La preuve de l’autorité plutôt que celle de l’effectif. Des budgets signés, des politiques établies par la personne, des décisions prises sans l’approbation d’un supérieur et une explication claire indiquant qui accomplit à sa place le travail courant de la fonction.
Présentez les décisions, puis montrez qui s’occupe du reste
Une demande qui invoque des fonctions de gestion ou de direction pour une personne qui ne supervise personne n’est pas vouée à l’échec, mais elle impose un fardeau supplémentaire. La voie possible passe par la gestion d’une fonction : la personne gère une fonction essentielle de l’organisation, agit à un niveau supérieur au sein de celle-ci et exerce un pouvoir discrétionnaire sur ses activités quotidiennes. Deux éléments doivent être visibles.

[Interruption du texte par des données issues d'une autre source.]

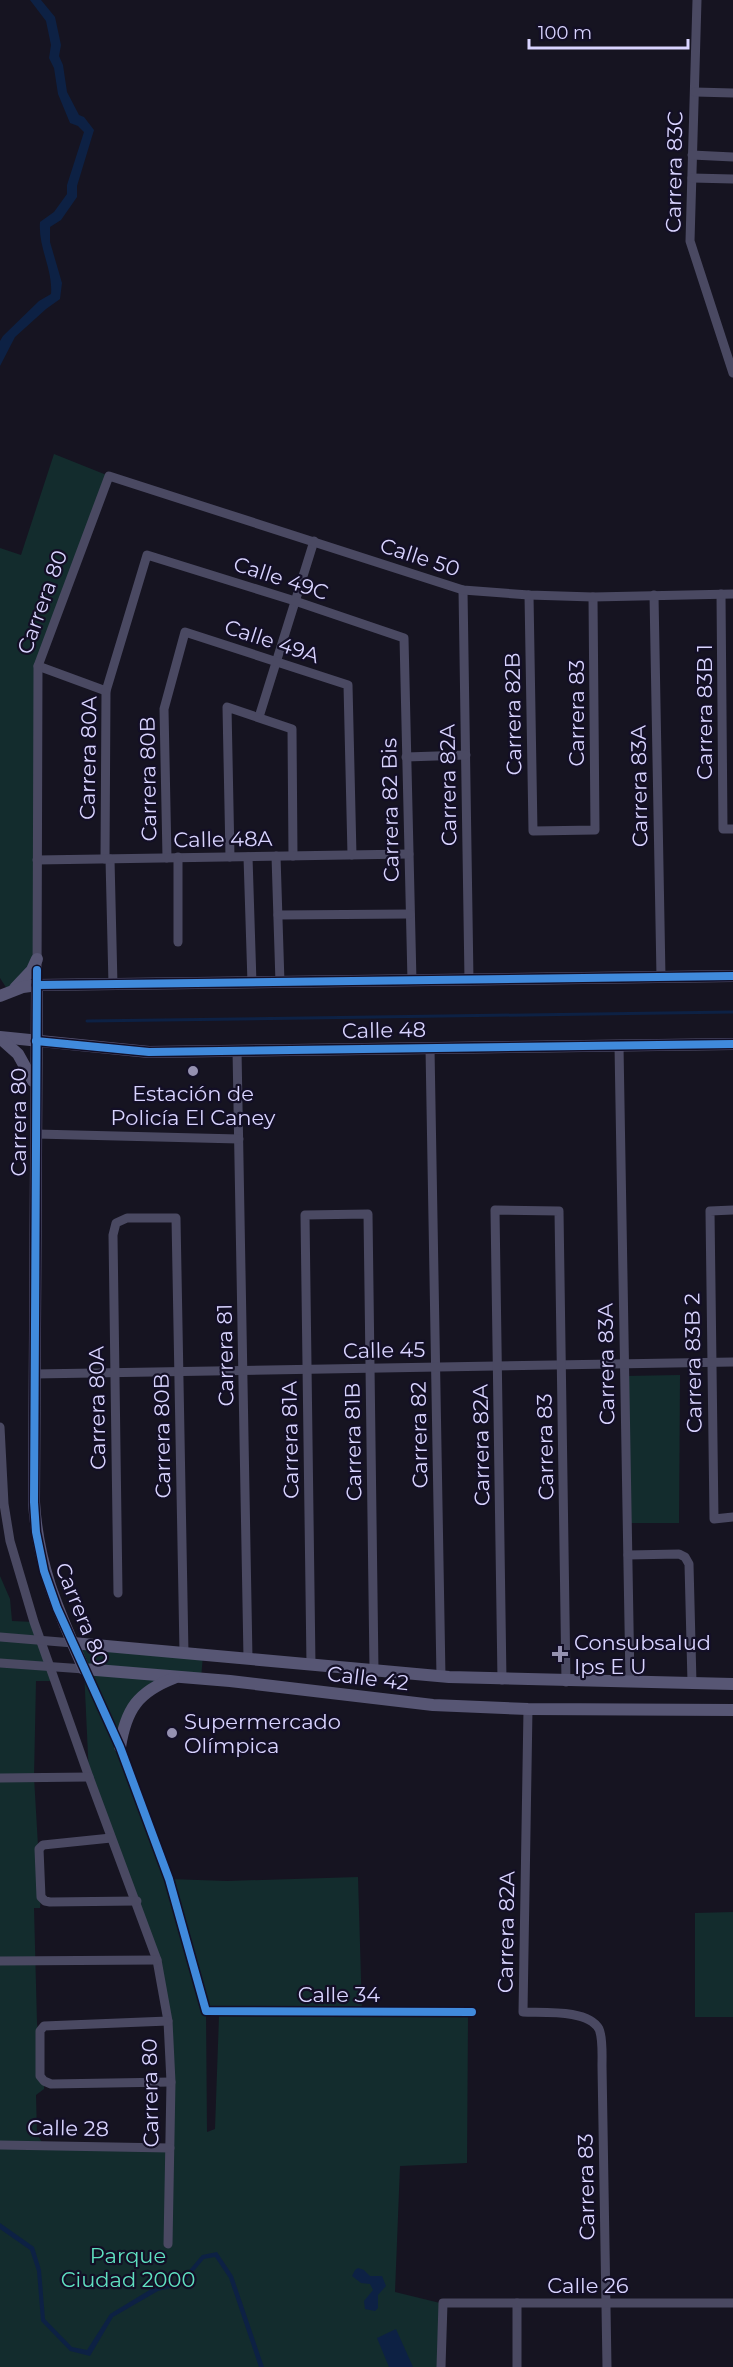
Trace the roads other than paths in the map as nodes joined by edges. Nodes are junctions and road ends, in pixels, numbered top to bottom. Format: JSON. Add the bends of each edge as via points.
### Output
{"nodes":[{"id":1,"x":697,"y":0,"type":"edge"},
{"id":2,"x":694,"y":92,"type":"junction"},
{"id":3,"x":733,"y":93,"type":"edge"},
{"id":4,"x":692,"y":155,"type":"junction"},
{"id":5,"x":733,"y":157,"type":"edge"},
{"id":6,"x":692,"y":178,"type":"junction"},
{"id":7,"x":733,"y":178,"type":"edge"},
{"id":8,"x":733,"y":373,"type":"edge"},
{"id":9,"x":109,"y":476,"type":"joint"},
{"id":10,"x":314,"y":541,"type":"junction"},
{"id":11,"x":147,"y":555,"type":"joint"},
{"id":12,"x":463,"y":590,"type":"junction"},
{"id":13,"x":721,"y":594,"type":"junction"},
{"id":14,"x":733,"y":594,"type":"edge"},
{"id":15,"x":529,"y":595,"type":"junction"},
{"id":16,"x":654,"y":595,"type":"junction"},
{"id":17,"x":593,"y":597,"type":"junction"},
{"id":18,"x":295,"y":601,"type":"junction"},
{"id":19,"x":185,"y":632,"type":"joint"},
{"id":20,"x":404,"y":638,"type":"joint"},
{"id":21,"x":276,"y":660,"type":"junction"},
{"id":22,"x":38,"y":666,"type":"junction"},
{"id":23,"x":106,"y":690,"type":"junction"},
{"id":24,"x":260,"y":717,"type":"junction"},
{"id":25,"x":466,"y":755,"type":"junction"},
{"id":26,"x":406,"y":757,"type":"junction"},
{"id":27,"x":728,"y":829,"type":"edge"},
{"id":28,"x":595,"y":830,"type":"joint"},
{"id":29,"x":409,"y":854,"type":"junction"},
{"id":30,"x":352,"y":855,"type":"junction"},
{"id":31,"x":248,"y":856,"type":"junction"},
{"id":32,"x":276,"y":856,"type":"junction"},
{"id":33,"x":293,"y":856,"type":"junction"},
{"id":34,"x":178,"y":857,"type":"junction"},
{"id":35,"x":230,"y":857,"type":"junction"},
{"id":36,"x":167,"y":858,"type":"junction"},
{"id":37,"x":107,"y":859,"type":"junction"},
{"id":38,"x":37,"y":860,"type":"junction"},
{"id":39,"x":410,"y":914,"type":"junction"},
{"id":40,"x":278,"y":915,"type":"junction"},
{"id":41,"x":178,"y":942,"type":"dead end"},
{"id":42,"x":37,"y":959,"type":"junction"},
{"id":43,"x":733,"y":976,"type":"edge"},
{"id":44,"x":661,"y":977,"type":"junction"},
{"id":45,"x":469,"y":980,"type":"junction"},
{"id":46,"x":412,"y":981,"type":"junction"},
{"id":47,"x":252,"y":983,"type":"junction"},
{"id":48,"x":280,"y":983,"type":"junction"},
{"id":49,"x":37,"y":985,"type":"junction"},
{"id":50,"x":113,"y":985,"type":"junction"},
{"id":51,"x":5,"y":994,"type":"edge"},
{"id":52,"x":0,"y":1038,"type":"edge"},
{"id":53,"x":36,"y":1041,"type":"junction"},
{"id":54,"x":733,"y":1044,"type":"edge"},
{"id":55,"x":619,"y":1046,"type":"junction"},
{"id":56,"x":430,"y":1048,"type":"junction"},
{"id":57,"x":237,"y":1050,"type":"junction"},
{"id":58,"x":35,"y":1089,"type":"junction"},
{"id":59,"x":36,"y":1134,"type":"junction"},
{"id":60,"x":239,"y":1139,"type":"junction"},
{"id":61,"x":733,"y":1210,"type":"edge"},
{"id":62,"x":559,"y":1211,"type":"joint"},
{"id":63,"x":305,"y":1215,"type":"joint"},
{"id":64,"x":116,"y":1222,"type":"joint"},
{"id":65,"x":711,"y":1362,"type":"junction"},
{"id":66,"x":733,"y":1362,"type":"edge"},
{"id":67,"x":625,"y":1364,"type":"junction"},
{"id":68,"x":561,"y":1365,"type":"junction"},
{"id":69,"x":497,"y":1366,"type":"junction"},
{"id":70,"x":436,"y":1367,"type":"junction"},
{"id":71,"x":370,"y":1368,"type":"junction"},
{"id":72,"x":307,"y":1369,"type":"junction"},
{"id":73,"x":243,"y":1370,"type":"junction"},
{"id":74,"x":178,"y":1371,"type":"junction"},
{"id":75,"x":114,"y":1372,"type":"junction"},
{"id":76,"x":35,"y":1374,"type":"junction"},
{"id":77,"x":0,"y":1427,"type":"edge"},
{"id":78,"x":733,"y":1517,"type":"edge"},
{"id":79,"x":628,"y":1555,"type":"junction"},
{"id":80,"x":118,"y":1593,"type":"dead end"},
{"id":81,"x":0,"y":1637,"type":"edge"},
{"id":82,"x":39,"y":1640,"type":"junction"},
{"id":83,"x":73,"y":1643,"type":"junction"},
{"id":84,"x":184,"y":1653,"type":"junction"},
{"id":85,"x":248,"y":1659,"type":"junction"},
{"id":86,"x":0,"y":1663,"type":"edge"},
{"id":87,"x":311,"y":1665,"type":"junction"},
{"id":88,"x":50,"y":1666,"type":"junction"},
{"id":89,"x":84,"y":1669,"type":"junction"},
{"id":90,"x":374,"y":1670,"type":"junction"},
{"id":91,"x":176,"y":1677,"type":"junction"},
{"id":92,"x":441,"y":1677,"type":"junction"},
{"id":93,"x":502,"y":1680,"type":"junction"},
{"id":94,"x":566,"y":1682,"type":"junction"},
{"id":95,"x":630,"y":1682,"type":"junction"},
{"id":96,"x":692,"y":1683,"type":"junction"},
{"id":97,"x":733,"y":1684,"type":"edge"},
{"id":98,"x":528,"y":1709,"type":"junction"},
{"id":99,"x":733,"y":1710,"type":"edge"},
{"id":100,"x":120,"y":1747,"type":"junction"},
{"id":101,"x":89,"y":1777,"type":"junction"},
{"id":102,"x":0,"y":1778,"type":"edge"},
{"id":103,"x":111,"y":1838,"type":"junction"},
{"id":104,"x":137,"y":1901,"type":"junction"},
{"id":105,"x":157,"y":1960,"type":"junction"},
{"id":106,"x":0,"y":1961,"type":"edge"},
{"id":107,"x":206,"y":2011,"type":"joint"},
{"id":108,"x":472,"y":2012,"type":"dead end"},
{"id":109,"x":582,"y":2016,"type":"joint"},
{"id":110,"x":168,"y":2021,"type":"junction"},
{"id":111,"x":171,"y":2082,"type":"junction"},
{"id":112,"x":0,"y":2145,"type":"edge"},
{"id":113,"x":170,"y":2148,"type":"junction"},
{"id":114,"x":168,"y":2244,"type":"dead end"},
{"id":115,"x":733,"y":2302,"type":"edge"},
{"id":116,"x":517,"y":2303,"type":"junction"},
{"id":117,"x":607,"y":2303,"type":"junction"},
{"id":118,"x":441,"y":2367,"type":"edge"},
{"id":119,"x":518,"y":2367,"type":"edge"},
{"id":120,"x":607,"y":2367,"type":"edge"}],
"edges":[{"from":1,"to":2,"type":"street","name":"Carrera 83C"},
{"from":2,"to":3,"type":"street"},
{"from":2,"to":4,"type":"street","name":"Carrera 83C"},
{"from":4,"to":5,"type":"street"},
{"from":4,"to":6,"type":"street","name":"Carrera 83C"},
{"from":6,"to":7,"type":"street"},
{"from":6,"to":8,"type":"street","name":"Carrera 83C","via":[[690,241]]},
{"from":9,"to":10,"type":"street","name":"Calle 50"},
{"from":9,"to":22,"type":"street","name":"Carrera 80"},
{"from":10,"to":12,"type":"street","name":"Calle 50"},
{"from":10,"to":18,"type":"street"},
{"from":11,"to":18,"type":"street","name":"Calle 49C"},
{"from":11,"to":23,"type":"street","name":"Carrera 80A"},
{"from":12,"to":15,"type":"street","name":"Calle 50"},
{"from":12,"to":25,"type":"street","name":"Carrera 82A"},
{"from":13,"to":14,"type":"street","name":"Calle 50"},
{"from":13,"to":16,"type":"street","name":"Calle 50"},
{"from":13,"to":27,"type":"street","name":"Carrera 83B 1"},
{"from":15,"to":17,"type":"street","name":"Calle 50"},
{"from":15,"to":28,"type":"street","name":"Carrera 82B","via":[[533,831]]},
{"from":16,"to":17,"type":"street","name":"Calle 50"},
{"from":16,"to":44,"type":"street","name":"Carrera 83A"},
{"from":17,"to":28,"type":"street","name":"Carrera 83"},
{"from":18,"to":20,"type":"street","name":"Calle 49C"},
{"from":18,"to":21,"type":"street"},
{"from":19,"to":21,"type":"street","name":"Calle 49A"},
{"from":19,"to":36,"type":"street","name":"Carrera 80B","via":[[164,709]]},
{"from":20,"to":26,"type":"street","name":"Carrera 82 Bis"},
{"from":21,"to":24,"type":"street"},
{"from":21,"to":30,"type":"street","name":"Calle 49A","via":[[348,685]]},
{"from":22,"to":23,"type":"street"},
{"from":22,"to":38,"type":"street","name":"Carrera 80"},
{"from":23,"to":37,"type":"street","name":"Carrera 80A"},
{"from":24,"to":33,"type":"street","via":[[292,729]]},
{"from":24,"to":35,"type":"street","via":[[227,707]]},
{"from":25,"to":26,"type":"street"},
{"from":25,"to":45,"type":"street","name":"Carrera 82A"},
{"from":26,"to":29,"type":"street","name":"Carrera 82 Bis"},
{"from":29,"to":30,"type":"street","name":"Calle 48A"},
{"from":29,"to":39,"type":"street","name":"Carrera 82 Bis"},
{"from":30,"to":33,"type":"street","name":"Calle 48A"},
{"from":31,"to":32,"type":"street","name":"Calle 48A"},
{"from":31,"to":35,"type":"street","name":"Calle 48A"},
{"from":31,"to":47,"type":"street"},
{"from":32,"to":33,"type":"street","name":"Calle 48A"},
{"from":32,"to":40,"type":"street"},
{"from":34,"to":35,"type":"street","name":"Calle 48A"},
{"from":34,"to":36,"type":"street","name":"Calle 48A"},
{"from":34,"to":41,"type":"street","name":"Carrera 80B"},
{"from":36,"to":37,"type":"street","name":"Calle 48A"},
{"from":37,"to":38,"type":"street","name":"Calle 48A"},
{"from":37,"to":50,"type":"street","name":"Carrera 80A"},
{"from":38,"to":42,"type":"street","name":"Carrera 80"},
{"from":39,"to":40,"type":"street"},
{"from":39,"to":46,"type":"street","name":"Carrera 82 Bis"},
{"from":40,"to":48,"type":"street"},
{"from":42,"to":49,"type":"street","name":"Carrera 80"},
{"from":42,"to":51,"type":"street","via":[[22,982]]},
{"from":43,"to":44,"type":"street"},
{"from":44,"to":45,"type":"street"},
{"from":45,"to":46,"type":"street"},
{"from":46,"to":48,"type":"street"},
{"from":47,"to":48,"type":"street"},
{"from":47,"to":50,"type":"street"},
{"from":49,"to":50,"type":"street"},
{"from":49,"to":51,"type":"street"},
{"from":49,"to":53,"type":"street","name":"Carrera 80"},
{"from":52,"to":53,"type":"street","name":"Calle 48"},
{"from":52,"to":58,"type":"street","via":[[22,1059]]},
{"from":53,"to":57,"type":"street","name":"Calle 48","via":[[149,1052]]},
{"from":53,"to":58,"type":"street","name":"Carrera 80"},
{"from":54,"to":55,"type":"street","name":"Calle 48"},
{"from":55,"to":56,"type":"street","name":"Calle 48"},
{"from":55,"to":67,"type":"street","name":"Carrera 83A"},
{"from":56,"to":57,"type":"street","name":"Calle 48"},
{"from":56,"to":70,"type":"street","name":"Carrera 82"},
{"from":57,"to":60,"type":"street","name":"Carrera 81"},
{"from":58,"to":59,"type":"street","name":"Carrera 80"},
{"from":59,"to":60,"type":"street"},
{"from":59,"to":76,"type":"street","name":"Carrera 80"},
{"from":60,"to":73,"type":"street","name":"Carrera 81"},
{"from":61,"to":65,"type":"street","name":"Carrera 83B 2","via":[[710,1211]]},
{"from":62,"to":68,"type":"street","name":"Carrera 83"},
{"from":62,"to":69,"type":"street","name":"Carrera 82A","via":[[495,1210]]},
{"from":63,"to":71,"type":"street","name":"Carrera 81B","via":[[368,1214]]},
{"from":63,"to":72,"type":"street","name":"Carrera 81A"},
{"from":64,"to":74,"type":"street","name":"Carrera 80B","via":[[127,1218],[176,1218]]},
{"from":64,"to":75,"type":"street","name":"Carrera 80A"},
{"from":65,"to":66,"type":"street","name":"Calle 45"},
{"from":65,"to":67,"type":"street","name":"Calle 45"},
{"from":65,"to":78,"type":"street","name":"Carrera 83B 2","via":[[714,1520]]},
{"from":67,"to":68,"type":"street","name":"Calle 45"},
{"from":67,"to":79,"type":"street","name":"Carrera 83A"},
{"from":68,"to":69,"type":"street","name":"Calle 45"},
{"from":68,"to":94,"type":"street","name":"Carrera 83"},
{"from":69,"to":70,"type":"street","name":"Calle 45"},
{"from":69,"to":93,"type":"street","name":"Carrera 82A"},
{"from":70,"to":71,"type":"street","name":"Calle 45"},
{"from":70,"to":92,"type":"street","name":"Carrera 82"},
{"from":71,"to":72,"type":"street","name":"Calle 45"},
{"from":71,"to":90,"type":"street","name":"Carrera 81B"},
{"from":72,"to":73,"type":"street","name":"Calle 45"},
{"from":72,"to":87,"type":"street","name":"Carrera 81A"},
{"from":73,"to":74,"type":"street","name":"Calle 45"},
{"from":73,"to":85,"type":"street","name":"Carrera 81"},
{"from":74,"to":75,"type":"street","name":"Calle 45"},
{"from":74,"to":84,"type":"street","name":"Carrera 80B"},
{"from":75,"to":76,"type":"street","name":"Calle 45"},
{"from":75,"to":80,"type":"street","name":"Carrera 80A"},
{"from":76,"to":83,"type":"street","name":"Carrera 80","via":[[36,1532],[44,1571]]},
{"from":77,"to":82,"type":"street","name":"Carrera 80","via":[[10,1541]]},
{"from":79,"to":95,"type":"street","name":"Carrera 83A"},
{"from":79,"to":96,"type":"street","via":[[671,1553],[685,1557],[690,1572]]},
{"from":81,"to":82,"type":"street","name":"Calle 42"},
{"from":82,"to":83,"type":"street","name":"Calle 42"},
{"from":82,"to":88,"type":"street","name":"Carrera 80"},
{"from":83,"to":84,"type":"street","name":"Calle 42"},
{"from":83,"to":89,"type":"street","name":"Carrera 80"},
{"from":84,"to":85,"type":"street","name":"Calle 42"},
{"from":85,"to":87,"type":"street","name":"Calle 42"},
{"from":86,"to":88,"type":"street","name":"Calle 42"},
{"from":87,"to":90,"type":"street","name":"Calle 42"},
{"from":88,"to":89,"type":"street","name":"Calle 42"},
{"from":88,"to":101,"type":"street","name":"Carrera 80"},
{"from":89,"to":91,"type":"street","name":"Calle 42"},
{"from":89,"to":100,"type":"street","name":"Carrera 80"},
{"from":90,"to":92,"type":"street","name":"Calle 42"},
{"from":91,"to":98,"type":"street","name":"Calle 42","via":[[433,1705]]},
{"from":91,"to":100,"type":"street","via":[[153,1686],[135,1702],[124,1723]]},
{"from":92,"to":93,"type":"street","name":"Calle 42"},
{"from":93,"to":94,"type":"street","name":"Calle 42"},
{"from":94,"to":95,"type":"street","name":"Calle 42"},
{"from":95,"to":96,"type":"street","name":"Calle 42"},
{"from":96,"to":97,"type":"street","name":"Calle 42"},
{"from":98,"to":99,"type":"street","name":"Calle 42"},
{"from":98,"to":109,"type":"street","name":"Carrera 82A","via":[[523,2012]]},
{"from":100,"to":107,"type":"street","name":"Carrera 80","via":[[169,1879]]},
{"from":101,"to":102,"type":"street"},
{"from":101,"to":103,"type":"street","name":"Carrera 80"},
{"from":103,"to":104,"type":"street","name":"Carrera 80"},
{"from":103,"to":104,"type":"street","via":[[39,1848],[41,1897],[45,1901]]},
{"from":104,"to":105,"type":"street","name":"Carrera 80"},
{"from":105,"to":106,"type":"street"},
{"from":105,"to":110,"type":"street","name":"Carrera 80"},
{"from":107,"to":108,"type":"street","name":"Calle 34"},
{"from":109,"to":117,"type":"street","name":"Carrera 83","via":[[600,2031]]},
{"from":110,"to":111,"type":"street","name":"Carrera 80"},
{"from":110,"to":111,"type":"street","via":[[44,2026],[40,2031],[40,2076],[51,2084]]},
{"from":111,"to":113,"type":"street","name":"Carrera 80"},
{"from":112,"to":113,"type":"street","name":"Calle 28"},
{"from":113,"to":114,"type":"street","name":"Carrera 80"},
{"from":115,"to":117,"type":"street","name":"Calle 26"},
{"from":116,"to":117,"type":"street","name":"Calle 26"},
{"from":116,"to":118,"type":"street","name":"Calle 26","via":[[443,2303]]},
{"from":116,"to":119,"type":"street"},
{"from":117,"to":120,"type":"street","name":"Carrera 83"}]}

Premièrement, l’autorité elle-même, qui est prouvée par des documents déjà existants si cette autorité est réelle. Une autorisation de dépenses en immobilisations portant la signature de la personne vaut davantage qu’un paragraphe affirmant son ancienneté. Deuxièmement, et cet aspect est plus souvent oublié, le travail courant doit être confié à quelqu’un.

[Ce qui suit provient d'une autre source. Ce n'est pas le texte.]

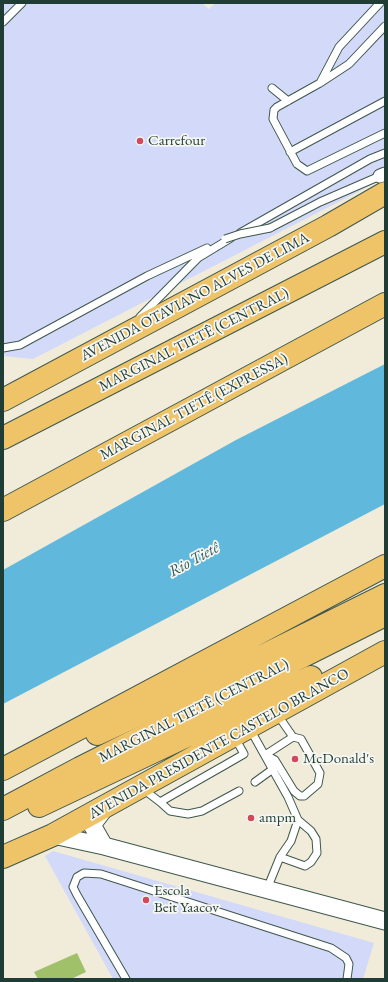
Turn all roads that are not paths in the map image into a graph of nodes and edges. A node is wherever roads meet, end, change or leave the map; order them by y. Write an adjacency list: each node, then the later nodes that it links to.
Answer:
1 (22, 3): 5 (lane)
2 (380, 3): 4 (lane)
3 (385, 5): 4 (lane)
4 (374, 10): 7 (lane)
5 (3, 22)
6 (385, 26): 7 (lane)
7 (320, 83): 10 (lane)
8 (272, 88): 10 (lane)
9 (385, 101): 12 (lane)
10 (288, 102): 12 (lane)
11 (385, 133): 12 (lane)
12 (290, 152)
13 (385, 153): 19 (lane)
14 (383, 181): 16 (highway, AVENIDA OTAVIANO ALVES DE LIMA); 20 (lane, bridge)
15 (385, 205): 16 (highway)
16 (328, 226): 19 (highway, AVENIDA OTAVIANO ALVES DE LIMA)
17 (385, 242): 22 (highway, MARGINAL TIETÊ (CENTRAL))
18 (385, 304): 23 (highway, MARGINAL TIETÊ (EXPRESSA))
19 (121, 337): 21 (highway, AVENIDA OTAVIANO ALVES DE LIMA)
20 (3, 348)
21 (3, 400)
22 (3, 438)
23 (3, 510)
24 (385, 566): 31 (highway)
25 (385, 595): 31 (highway)
26 (385, 615): 41 (highway, MARGINAL TIETÊ (CENTRAL))
27 (385, 641): 42 (highway)
28 (385, 652): 29 (highway, AVENIDA PRESIDENTE CASTELO BRANCO)
29 (276, 712): 30 (lane); 32 (highway, AVENIDA PRESIDENTE CASTELO BRANCO)
30 (293, 737): 33 (lane); 33 (lane)
31 (53, 742): 34 (highway)
32 (243, 744): 33 (lane); 37 (highway, AVENIDA PRESIDENTE CASTELO BRANCO); 39 (lane)
33 (265, 755): 35 (lane)
34 (3, 769)
35 (272, 769): 36 (lane); 43 (lane)
36 (256, 779)
37 (140, 787): 39 (lane); 40 (highway, AVENIDA PRESIDENTE CASTELO BRANCO)
38 (239, 791): 39 (lane)
39 (160, 802)
40 (109, 804): 44 (highway, AVENIDA PRESIDENTE CASTELO BRANCO); 45 (street)
41 (3, 809)
42 (3, 814)
43 (298, 820): 47 (lane); 47 (lane)
44 (53, 835): 45 (street); 46 (highway, AVENIDA PRESIDENTE CASTELO BRANCO)
45 (104, 846): 48 (street)
46 (3, 857)
47 (280, 857): 48 (lane)
48 (267, 889): 49 (street)
49 (385, 921)
50 (126, 979): 51 (lane)
51 (347, 979)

Exemple hypothetique : une responsable de la fiabilité près de Saint-Joachim-de-Shefford est proposée comme directrice d’une fonction aux États-Unis, mais la demande ne précise jamais qui prendra en charge l’entretien préventif et les réparations de pannes qui occupent actuellement sa semaine. Un agent qui lit ce dossier conclut que la personne mutée continuera à les effectuer. Désigner les techniciens, les entrepreneurs ou l’équipe de services partagés qui prendront en charge le travail pratique transforme l’affirmation en une description qu’un agent peut accepter.